アラジン
今回観賞する映画は、90年代ディズニーアニメの代表的作品「アラジン」、その実写版でございます。
昨今のディズニーは、なんてったってアニメーション映画の実写化に本腰を入れているのが目につきます。
ダンボ、にライオンキング、ムーランも実写化。
美女と野獣を入れたら結構な数ですよね。
何でここまで実写化するんでしょう。
結局実写映画にしてるのって、ディズニールネサンスって呼ばれた90年代のアニメ映画ばかりなんですよね。
当時子供だった世代が大人になり家庭を持ったことで需要が高まることと、当時に比べて格段と進化した映像技術で、アニメーション映画に凄く近い映像を作り出せたからなのかなと。
本作は僕らのガイ・リッチーがやってくれるわけで期待したいんですよ。
てなわけで早速鑑賞してまいりました!!!
作品情報
90年代のディズニーアニメを代表する「美女と野獣」に続く、世代を超えて愛されたアニメーション映画「アラジン」の実写化が完成した。
貧しい青年と王女、そしてランプの魔人が織りなす、自由なりたいという夢を持った者たちが昨日と違う世界を目指していく愛と冒険のファンタジー映画です。
名曲「ホール・ニュー・ワールド」はもちろん、あのユニークで陽気なランプの魔人はアニメそのもの、そしてキャラクターたちが歌って踊るミュージカルシーンもあり、実写映画ならではのボリュームとスケールで描かれていく。
あらすじ
ダイヤモンドの心を持ちながら、本当の自分の居場所を探す貧しい青年アラジン(メナ・マスード/声:中村倫也)が巡り合ったのは、王宮の外の世界での自由を求める王女ジャスミン(ナオミ・スコット/声:木下晴香)と、 “3つの願い”を叶えることができる“ランプの魔人”ジーニー(ウィル・スミス/声:山寺宏一)。

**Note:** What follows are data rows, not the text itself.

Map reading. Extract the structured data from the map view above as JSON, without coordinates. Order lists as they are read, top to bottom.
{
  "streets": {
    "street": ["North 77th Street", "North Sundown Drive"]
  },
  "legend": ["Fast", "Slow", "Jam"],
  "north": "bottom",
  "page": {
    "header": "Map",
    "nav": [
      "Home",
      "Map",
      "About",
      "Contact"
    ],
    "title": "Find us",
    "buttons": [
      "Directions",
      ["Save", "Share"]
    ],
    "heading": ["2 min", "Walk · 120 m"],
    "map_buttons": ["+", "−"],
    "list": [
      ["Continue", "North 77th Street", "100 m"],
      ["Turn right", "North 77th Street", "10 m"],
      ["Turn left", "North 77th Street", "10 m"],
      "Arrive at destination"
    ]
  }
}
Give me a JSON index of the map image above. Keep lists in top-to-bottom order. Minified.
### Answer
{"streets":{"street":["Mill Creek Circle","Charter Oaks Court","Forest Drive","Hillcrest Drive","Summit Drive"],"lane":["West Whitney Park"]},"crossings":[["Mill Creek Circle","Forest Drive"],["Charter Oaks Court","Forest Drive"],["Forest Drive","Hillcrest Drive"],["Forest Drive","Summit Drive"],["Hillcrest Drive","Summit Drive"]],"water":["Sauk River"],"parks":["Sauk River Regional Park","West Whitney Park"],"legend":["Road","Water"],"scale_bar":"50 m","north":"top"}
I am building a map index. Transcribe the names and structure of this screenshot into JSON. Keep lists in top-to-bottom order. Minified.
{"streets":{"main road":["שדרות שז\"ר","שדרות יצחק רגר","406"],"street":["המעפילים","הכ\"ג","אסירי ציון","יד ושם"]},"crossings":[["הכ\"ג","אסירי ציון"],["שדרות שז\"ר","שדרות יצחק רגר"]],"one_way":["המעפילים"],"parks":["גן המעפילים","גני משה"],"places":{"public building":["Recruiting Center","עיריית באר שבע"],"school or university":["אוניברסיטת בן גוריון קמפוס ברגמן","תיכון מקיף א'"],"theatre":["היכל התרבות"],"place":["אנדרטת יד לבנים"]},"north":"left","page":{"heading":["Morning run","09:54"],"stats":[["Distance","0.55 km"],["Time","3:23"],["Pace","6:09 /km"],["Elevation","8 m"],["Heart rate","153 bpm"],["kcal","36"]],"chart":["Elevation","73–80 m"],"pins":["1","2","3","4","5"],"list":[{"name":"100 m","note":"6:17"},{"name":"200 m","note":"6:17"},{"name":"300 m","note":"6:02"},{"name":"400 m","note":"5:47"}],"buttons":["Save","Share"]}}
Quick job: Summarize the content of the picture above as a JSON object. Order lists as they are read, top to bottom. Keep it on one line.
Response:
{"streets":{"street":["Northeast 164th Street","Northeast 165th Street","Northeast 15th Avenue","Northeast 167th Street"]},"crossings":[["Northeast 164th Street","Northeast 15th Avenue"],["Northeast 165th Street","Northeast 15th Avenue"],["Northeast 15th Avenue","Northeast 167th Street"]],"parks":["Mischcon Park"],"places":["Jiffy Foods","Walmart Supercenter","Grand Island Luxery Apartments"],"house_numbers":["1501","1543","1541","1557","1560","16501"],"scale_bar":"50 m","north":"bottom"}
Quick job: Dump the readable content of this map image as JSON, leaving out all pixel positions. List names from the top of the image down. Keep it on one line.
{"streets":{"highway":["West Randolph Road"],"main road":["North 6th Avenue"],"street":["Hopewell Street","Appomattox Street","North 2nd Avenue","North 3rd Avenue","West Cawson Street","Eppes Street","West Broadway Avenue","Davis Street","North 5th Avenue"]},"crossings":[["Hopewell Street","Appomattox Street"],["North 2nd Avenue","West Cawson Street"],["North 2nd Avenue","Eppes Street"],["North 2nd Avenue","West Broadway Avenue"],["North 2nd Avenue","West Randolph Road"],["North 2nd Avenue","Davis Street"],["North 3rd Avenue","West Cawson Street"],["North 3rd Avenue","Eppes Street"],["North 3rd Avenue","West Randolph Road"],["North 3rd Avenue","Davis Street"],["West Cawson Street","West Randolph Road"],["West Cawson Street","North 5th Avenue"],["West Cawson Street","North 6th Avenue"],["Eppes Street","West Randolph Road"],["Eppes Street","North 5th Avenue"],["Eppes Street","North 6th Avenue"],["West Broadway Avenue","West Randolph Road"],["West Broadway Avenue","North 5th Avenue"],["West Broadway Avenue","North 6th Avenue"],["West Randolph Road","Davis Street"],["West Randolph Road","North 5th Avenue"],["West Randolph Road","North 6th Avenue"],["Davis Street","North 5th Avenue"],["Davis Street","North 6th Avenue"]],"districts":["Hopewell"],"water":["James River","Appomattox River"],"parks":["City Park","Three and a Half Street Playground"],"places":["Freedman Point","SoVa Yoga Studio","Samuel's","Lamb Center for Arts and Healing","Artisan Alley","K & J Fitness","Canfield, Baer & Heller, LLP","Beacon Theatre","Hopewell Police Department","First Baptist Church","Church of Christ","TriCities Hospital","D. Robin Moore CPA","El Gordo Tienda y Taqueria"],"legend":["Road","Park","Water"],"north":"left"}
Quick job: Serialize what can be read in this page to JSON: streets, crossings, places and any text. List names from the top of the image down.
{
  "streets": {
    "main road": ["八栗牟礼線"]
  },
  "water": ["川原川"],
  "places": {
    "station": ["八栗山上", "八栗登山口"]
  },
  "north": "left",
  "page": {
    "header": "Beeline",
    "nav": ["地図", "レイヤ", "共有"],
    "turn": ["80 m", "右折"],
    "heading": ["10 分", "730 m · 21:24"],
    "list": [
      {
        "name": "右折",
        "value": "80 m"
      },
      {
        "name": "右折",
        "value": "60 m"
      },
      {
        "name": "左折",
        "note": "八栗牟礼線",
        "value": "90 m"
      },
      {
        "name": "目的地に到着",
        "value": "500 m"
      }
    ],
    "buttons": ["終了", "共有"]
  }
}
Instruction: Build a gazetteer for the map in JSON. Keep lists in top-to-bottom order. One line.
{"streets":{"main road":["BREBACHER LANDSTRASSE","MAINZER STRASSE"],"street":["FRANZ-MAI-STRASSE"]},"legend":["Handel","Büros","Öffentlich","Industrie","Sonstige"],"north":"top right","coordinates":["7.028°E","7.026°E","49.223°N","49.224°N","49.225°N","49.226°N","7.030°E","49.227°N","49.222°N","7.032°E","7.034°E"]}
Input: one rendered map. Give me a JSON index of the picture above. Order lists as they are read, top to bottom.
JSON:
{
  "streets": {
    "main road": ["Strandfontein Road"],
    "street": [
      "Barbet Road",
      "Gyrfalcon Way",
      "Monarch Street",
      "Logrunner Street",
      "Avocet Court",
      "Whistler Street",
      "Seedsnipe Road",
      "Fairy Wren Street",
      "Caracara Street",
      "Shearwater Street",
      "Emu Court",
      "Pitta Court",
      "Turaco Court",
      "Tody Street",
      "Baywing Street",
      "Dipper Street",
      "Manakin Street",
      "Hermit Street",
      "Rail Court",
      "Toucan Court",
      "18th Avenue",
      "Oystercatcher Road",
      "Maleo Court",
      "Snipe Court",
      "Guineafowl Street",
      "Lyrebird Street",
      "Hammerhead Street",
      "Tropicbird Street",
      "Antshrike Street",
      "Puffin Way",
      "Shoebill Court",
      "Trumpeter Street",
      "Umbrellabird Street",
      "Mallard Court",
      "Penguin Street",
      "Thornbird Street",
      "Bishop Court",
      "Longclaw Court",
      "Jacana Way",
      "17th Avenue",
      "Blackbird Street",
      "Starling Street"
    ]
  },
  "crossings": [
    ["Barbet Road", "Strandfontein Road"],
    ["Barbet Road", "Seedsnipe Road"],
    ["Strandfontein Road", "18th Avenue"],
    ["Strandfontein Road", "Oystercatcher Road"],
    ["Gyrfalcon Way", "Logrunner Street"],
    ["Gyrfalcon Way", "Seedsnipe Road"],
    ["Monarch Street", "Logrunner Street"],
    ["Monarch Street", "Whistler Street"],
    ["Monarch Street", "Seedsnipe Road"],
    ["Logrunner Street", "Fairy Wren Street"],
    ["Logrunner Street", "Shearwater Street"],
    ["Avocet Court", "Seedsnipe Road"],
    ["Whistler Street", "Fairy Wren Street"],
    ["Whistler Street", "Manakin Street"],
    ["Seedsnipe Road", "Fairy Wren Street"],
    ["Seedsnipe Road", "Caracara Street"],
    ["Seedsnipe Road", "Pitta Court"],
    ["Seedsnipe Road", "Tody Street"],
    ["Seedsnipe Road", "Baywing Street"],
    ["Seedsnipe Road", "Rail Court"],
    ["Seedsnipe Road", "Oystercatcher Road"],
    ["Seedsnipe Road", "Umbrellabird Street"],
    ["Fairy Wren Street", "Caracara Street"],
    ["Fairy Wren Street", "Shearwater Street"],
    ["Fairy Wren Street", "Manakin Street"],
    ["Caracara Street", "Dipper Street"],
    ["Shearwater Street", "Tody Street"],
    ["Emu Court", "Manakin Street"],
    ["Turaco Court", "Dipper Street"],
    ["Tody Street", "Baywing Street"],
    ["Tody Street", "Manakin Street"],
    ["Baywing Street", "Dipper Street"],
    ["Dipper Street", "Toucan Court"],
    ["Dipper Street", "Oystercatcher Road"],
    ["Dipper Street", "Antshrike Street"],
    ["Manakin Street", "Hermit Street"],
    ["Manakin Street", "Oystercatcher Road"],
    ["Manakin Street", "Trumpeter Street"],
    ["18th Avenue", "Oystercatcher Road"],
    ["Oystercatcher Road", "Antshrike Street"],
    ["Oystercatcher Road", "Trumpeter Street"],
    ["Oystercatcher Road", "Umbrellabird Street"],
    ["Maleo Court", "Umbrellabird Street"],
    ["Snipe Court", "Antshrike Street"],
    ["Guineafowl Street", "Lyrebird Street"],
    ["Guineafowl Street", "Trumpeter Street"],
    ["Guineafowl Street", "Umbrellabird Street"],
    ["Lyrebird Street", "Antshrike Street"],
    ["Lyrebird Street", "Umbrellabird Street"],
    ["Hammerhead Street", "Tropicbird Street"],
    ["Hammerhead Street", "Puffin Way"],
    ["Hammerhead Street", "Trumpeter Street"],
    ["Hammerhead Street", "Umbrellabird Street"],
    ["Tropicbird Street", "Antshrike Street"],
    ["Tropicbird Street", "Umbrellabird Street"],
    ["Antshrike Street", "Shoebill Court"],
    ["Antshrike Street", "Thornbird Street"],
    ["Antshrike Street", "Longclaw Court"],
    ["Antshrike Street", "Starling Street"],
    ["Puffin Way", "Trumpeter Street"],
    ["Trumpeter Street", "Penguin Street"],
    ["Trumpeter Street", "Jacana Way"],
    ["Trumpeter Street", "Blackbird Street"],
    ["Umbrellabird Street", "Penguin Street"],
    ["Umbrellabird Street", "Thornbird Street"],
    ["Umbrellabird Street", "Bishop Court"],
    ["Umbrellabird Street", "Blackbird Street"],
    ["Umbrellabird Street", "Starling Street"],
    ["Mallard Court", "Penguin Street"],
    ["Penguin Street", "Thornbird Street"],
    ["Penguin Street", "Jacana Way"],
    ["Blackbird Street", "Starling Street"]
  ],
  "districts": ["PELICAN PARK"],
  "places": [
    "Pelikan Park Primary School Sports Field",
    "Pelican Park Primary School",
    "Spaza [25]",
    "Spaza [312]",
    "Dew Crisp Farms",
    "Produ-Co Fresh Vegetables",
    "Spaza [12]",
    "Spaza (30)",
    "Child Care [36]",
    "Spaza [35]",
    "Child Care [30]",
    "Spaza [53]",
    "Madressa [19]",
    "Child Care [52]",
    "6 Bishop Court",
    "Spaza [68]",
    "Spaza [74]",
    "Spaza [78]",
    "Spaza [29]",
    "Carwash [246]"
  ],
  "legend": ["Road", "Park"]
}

果たして3人はこの運命の出会いによって、それぞれの“本当の願い”に気づき、それを叶えることはできるのだろうか──?(HPより抜粋)
監督
今作を手掛けるのはガイ・リッチー。
彼といえばスピーディーなアクション、テンポの速いカット、そして常にイングランドでの犯罪ものが定番。
だからなんで彼がアラジンなんか!?って思う人も結構多いですよね。
彼がディズニーとかミュージカルとか似合ってないし、イメージできない。
どうやら彼には5人の子供がいるそうで、いつか家族で見られるような映画を撮りたかったんだとインタビューで答えています。
予告見て思ったんですけど、アラジンが追ってから逃げている件なんか、よくよく考えたらシャーロックホームズやキング・アーサーのそれを思わせるかのようなカメラワークとテンポの良さだったりするんですよね。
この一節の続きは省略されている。